Raw data -
----------------

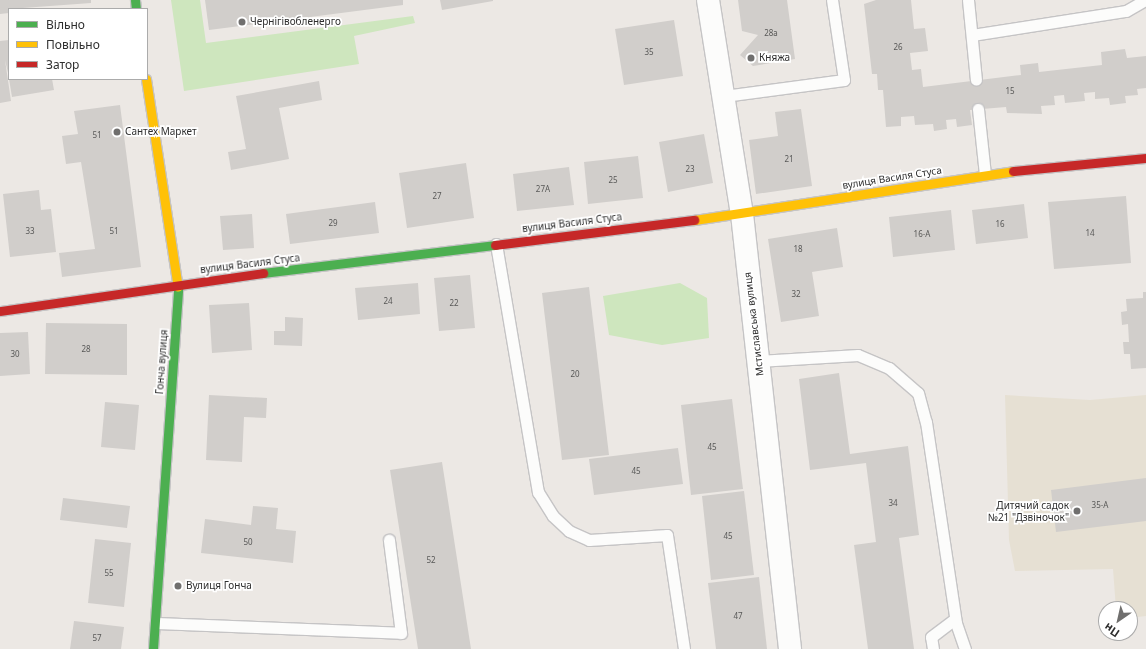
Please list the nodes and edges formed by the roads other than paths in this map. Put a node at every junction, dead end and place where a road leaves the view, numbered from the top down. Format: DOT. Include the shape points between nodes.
graph roads {
  1 [pos="708,0"];
  2 [pos="832,0"];
  3 [pos="968,0"];
  4 [pos="1145,0"];
  5 [pos="972,35"];
  6 [pos="146,80"];
  7 [pos="976,80"];
  8 [pos="724,96"];
  9 [pos="978,109"];
  10 [pos="1146,158"];
  11 [pos="985,174"];
  12 [pos="742,214"];
  13 [pos="496,244"];
  14 [pos="178,284"];
  15 [pos="0,311"];
  16 [pos="758,361"];
  17 [pos="389,540"];
  18 [pos="955,619"];
  19 [pos="156,623"];
  20 [pos="153,649"];
  21 [pos="684,649"];
  22 [pos="790,649"];
  23 [pos="933,649"];
  24 [pos="965,649"];
  1 -- 8 [label="street, Мстиславська вулиця"];
  2 -- 8 [label="lane" via="844,80"];
  3 -- 5 [label="lane"];
  4 -- 5 [label="lane" via="1126,11"];
  5 -- 7 [label="lane"];
  6 -- 14 [label="street, Гонча вулиця"];
  8 -- 12 [label="street, Мстиславська вулиця"];
  9 -- 11 [label="lane"];
  10 -- 11 [label="street, вулиця Василя Стуса"];
  11 -- 12 [label="street, вулиця Василя Стуса"];
  12 -- 13 [label="street, вулиця Василя Стуса"];
  12 -- 16 [label="street, Мстиславська вулиця"];
  13 -- 14 [label="street, вулиця Василя Стуса"];
  13 -- 21 [label="lane" via="538,492 553,516 569,531 589,540 668,535"];
  14 -- 15 [label="street, вулиця Василя Стуса"];
  14 -- 19 [label="street, Гонча вулиця"];
  16 -- 18 [label="lane" via="858,356 889,368 918,393 926,422"];
  16 -- 22 [label="street, Мстиславська вулиця"];
  17 -- 19 [label="lane" via="401,633"];
  18 -- 23 [label="lane" via="931,637"];
  18 -- 24 [label="lane"];
  19 -- 20 [label="street, Гонча вулиця"];
}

----------------

What is expected - What is needed is an exact copy of the entries above, with no images in it.

Result below -
Please list the nodes and edges formed by the roads other than paths in this map. Put a node at every junction, dead end and place where a road leaves the view, numbered from the top down. Format: DOT. Include the shape points between nodes.
graph roads {
  1 [pos="708,0"];
  2 [pos="832,0"];
  3 [pos="968,0"];
  4 [pos="1145,0"];
  5 [pos="972,35"];
  6 [pos="146,80"];
  7 [pos="976,80"];
  8 [pos="724,96"];
  9 [pos="978,109"];
  10 [pos="1146,158"];
  11 [pos="985,174"];
  12 [pos="742,214"];
  13 [pos="496,244"];
  14 [pos="178,284"];
  15 [pos="0,311"];
  16 [pos="758,361"];
  17 [pos="389,540"];
  18 [pos="955,619"];
  19 [pos="156,623"];
  20 [pos="153,649"];
  21 [pos="684,649"];
  22 [pos="790,649"];
  23 [pos="933,649"];
  24 [pos="965,649"];
  1 -- 8 [label="street, Мстиславська вулиця"];
  2 -- 8 [label="lane" via="844,80"];
  3 -- 5 [label="lane"];
  4 -- 5 [label="lane" via="1126,11"];
  5 -- 7 [label="lane"];
  6 -- 14 [label="street, Гонча вулиця"];
  8 -- 12 [label="street, Мстиславська вулиця"];
  9 -- 11 [label="lane"];
  10 -- 11 [label="street, вулиця Василя Стуса"];
  11 -- 12 [label="street, вулиця Василя Стуса"];
  12 -- 13 [label="street, вулиця Василя Стуса"];
  12 -- 16 [label="street, Мстиславська вулиця"];
  13 -- 14 [label="street, вулиця Василя Стуса"];
  13 -- 21 [label="lane" via="538,492 553,516 569,531 589,540 668,535"];
  14 -- 15 [label="street, вулиця Василя Стуса"];
  14 -- 19 [label="street, Гонча вулиця"];
  16 -- 18 [label="lane" via="858,356 889,368 918,393 926,422"];
  16 -- 22 [label="street, Мстиславська вулиця"];
  17 -- 19 [label="lane" via="401,633"];
  18 -- 23 [label="lane" via="931,637"];
  18 -- 24 [label="lane"];
  19 -- 20 [label="street, Гонча вулиця"];
}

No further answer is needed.